Dr. Vijit Sabnis

Department of Electrical Engineering

Ph. D. Electrical Engineering, Stanford University, M.S. Electrical Engineering, Stanford University, B. S. Electrical Engineering and Computer Sciences, University of California at Berkeley

Email: vsabnis(at)snow(dot)stanford(dot)edu

 

 

Optically-controlled electroabsorption modulators

Research Summary

Over the last ten years wavelength-division-multiplexing (WDM) has emerged as a powerful technique to increase the information transmission capabilities of optical networks.  The introduction of erbium doped fiber amplifiers enabled WDM systems to economically transmit multiple wavelength channels down a single optical fiber.  To accommodate increasing bandwidth demands, network service providers will continue to increase the wavelength channel count per optical fiber.  Wavelength contention occurs in a WDM system when two or more channels operating at the same wavelength are routed to the same optical fiber.  In current systems one channel is sent, while the other channels are buffered and resent at a later time, degrading the overall network performance.  Wavelength conversion, the ability to dynamically change the wavelength of an optical channel, can alleviate wavelength contention and is the first step towards achieving a transparent optical network.  My research explored two generations of optically-controlled electroabsorption modulators that can be used for optical switching and wavelength conversion applications and offer significant advantages over competing techniques.
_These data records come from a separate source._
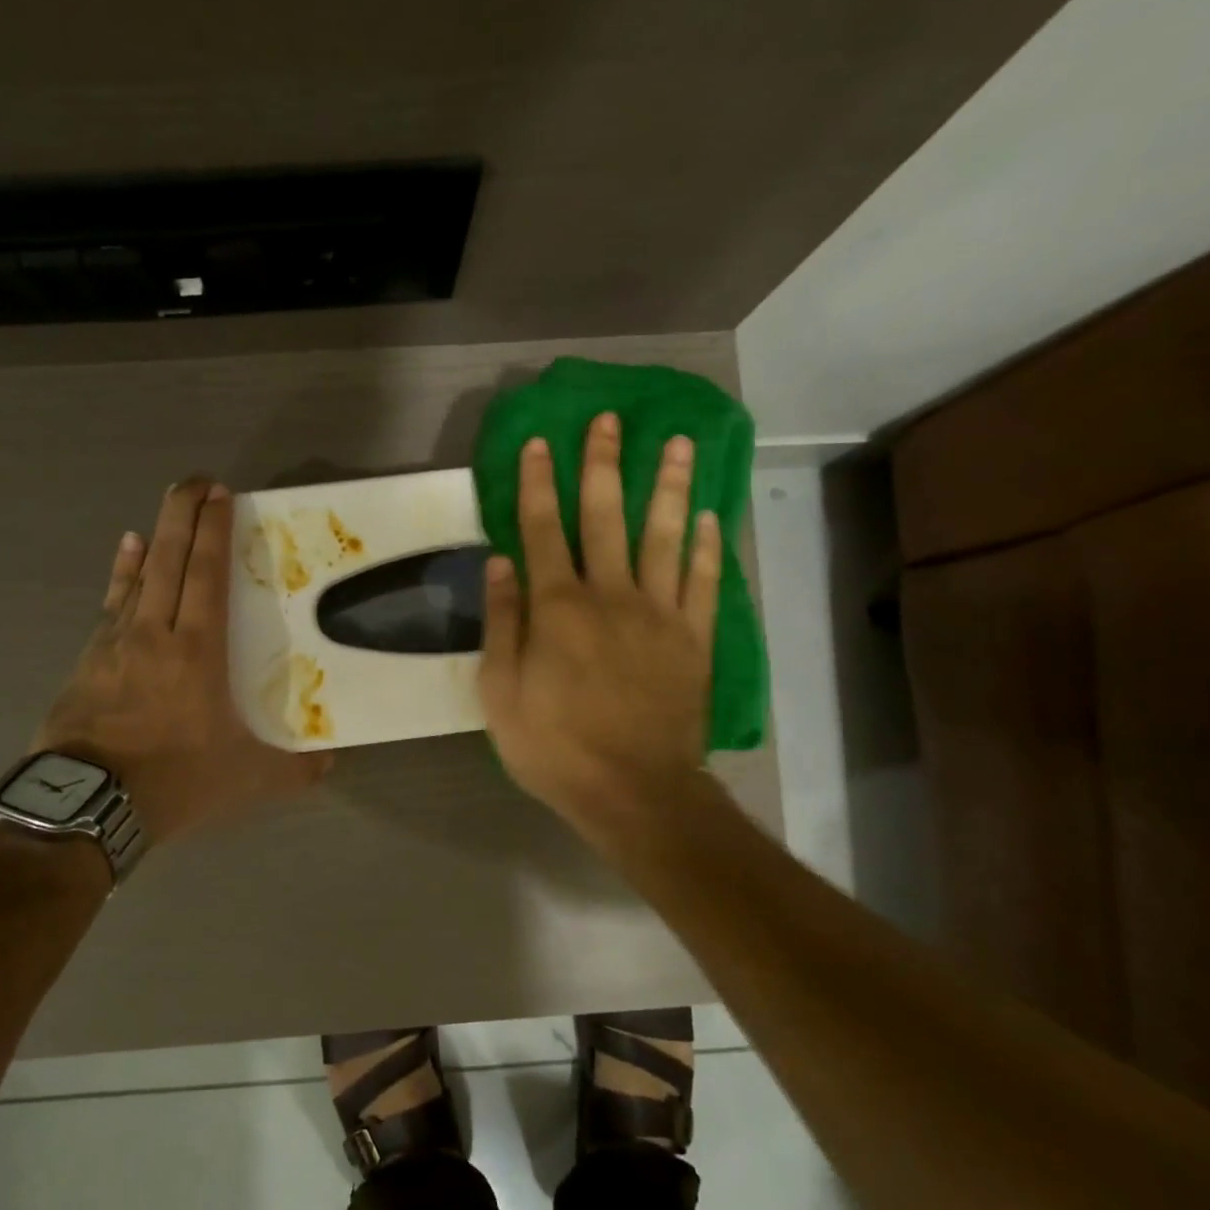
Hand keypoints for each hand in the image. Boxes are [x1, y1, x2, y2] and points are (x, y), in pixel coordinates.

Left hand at [34, 478, 331, 843]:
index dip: (214, 530)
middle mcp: (155, 632)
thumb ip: (293, 769)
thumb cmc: (172, 781)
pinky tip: (124, 553)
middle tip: (197, 481)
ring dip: (155, 537)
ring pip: (139, 575)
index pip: (207, 574)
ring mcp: (116, 642)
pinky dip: (121, 573)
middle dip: (184, 514)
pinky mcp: (88, 660)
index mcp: (197, 650)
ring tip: (166, 507)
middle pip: (170, 559)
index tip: (220, 494)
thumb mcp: (246, 779)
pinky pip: (111, 603)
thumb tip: (331, 762)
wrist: (85, 806)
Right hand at [479, 413, 721, 843]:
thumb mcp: (500, 694)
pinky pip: (703, 582)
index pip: (544, 529)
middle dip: (604, 465)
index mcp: (558, 607)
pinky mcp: (695, 639)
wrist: (634, 791)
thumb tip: (501, 562)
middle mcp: (611, 595)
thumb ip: (502, 624)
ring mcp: (660, 614)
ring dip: (669, 486)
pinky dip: (706, 546)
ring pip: (665, 536)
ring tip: (678, 443)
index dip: (540, 482)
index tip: (541, 441)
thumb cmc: (554, 747)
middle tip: (610, 419)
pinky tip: (709, 516)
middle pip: (606, 517)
Wavelength conversion is currently performed using an optical-electronic-optical converter, comprising an optical receiver, electronic amplifiers and signal conditioning circuits, and an optical transmitter.  This technique suffers from high packaging costs, high complexity, large space and power consumption, and a lack of scalability.  A variety of all-optical approaches have been investigated to alleviate these problems.  Semiconductor optical amplifiers relying on cross gain or cross phase modulation have achieved high performance results at bit rates exceeding the capabilities of current electronics.  Similarly, wavelength conversion using four wave mixing and difference frequency generation in nonlinear optical materials has been demonstrated successfully.  These techniques, however, require large electrical or optical power consumption and cannot be conveniently scaled into two dimensions.  The optically-controlled electroabsorption modulators we investigated consume low electrical and optical powers, require simple electrical packaging, are input polarization independent, can monitor network performance, are electronically-reconfigurable, and possess realistic two-dimensional scalability.

The first generation device, shown below, was a GaAs-based, single diode, surface-normal optically-controlled electroabsorption modulator.  The optical switching relies on electric field screening of multiple quantum wells and diffusive electrical conduction.  We theoretically investigated this device and concluded that wavelength conversion at switching frequencies exceeding 50 GHz is possible.  In a proof-of-concept experiment, we demonstrated wavelength-converting optical switching at frequencies up to 2.5 GHz using only 2.4 mW of optical power. 

Figure:  Single-diode optically-controlled electroabsorption modulator

The second generation device was an InP-based, multicomponent  optoelectronic integrated circuit that alleviates the design tradeoffs present in the first generation device.  We developed a fabrication process, incorporating a selective area regrowth technique, that monolithically integrates a waveguide electroabsorption modulator, a surface-illuminated photodetector, and a thin film resistor into a compact circuit for performing optical switching and wavelength conversion.  Using mW-level optical powers, we demonstrated optically-controlled switching up to 2.5 Gb/s with > 10 dB extinction ratio.  Wavelength conversion over the entire center telecommunication band (1530-1565 nm) was demonstrated at 1.25 Gb/s with > 10 dB extinction ratio using a fixed input optical power of 5.6 mW.  We theoretically investigated high-speed operation at 10-40 Gb/s and identified the device requirements and optimization criteria for achieving these goals.   

 

Figure: (top) illustration and (bottom) top view microscope picture of a fabricated second generation switch.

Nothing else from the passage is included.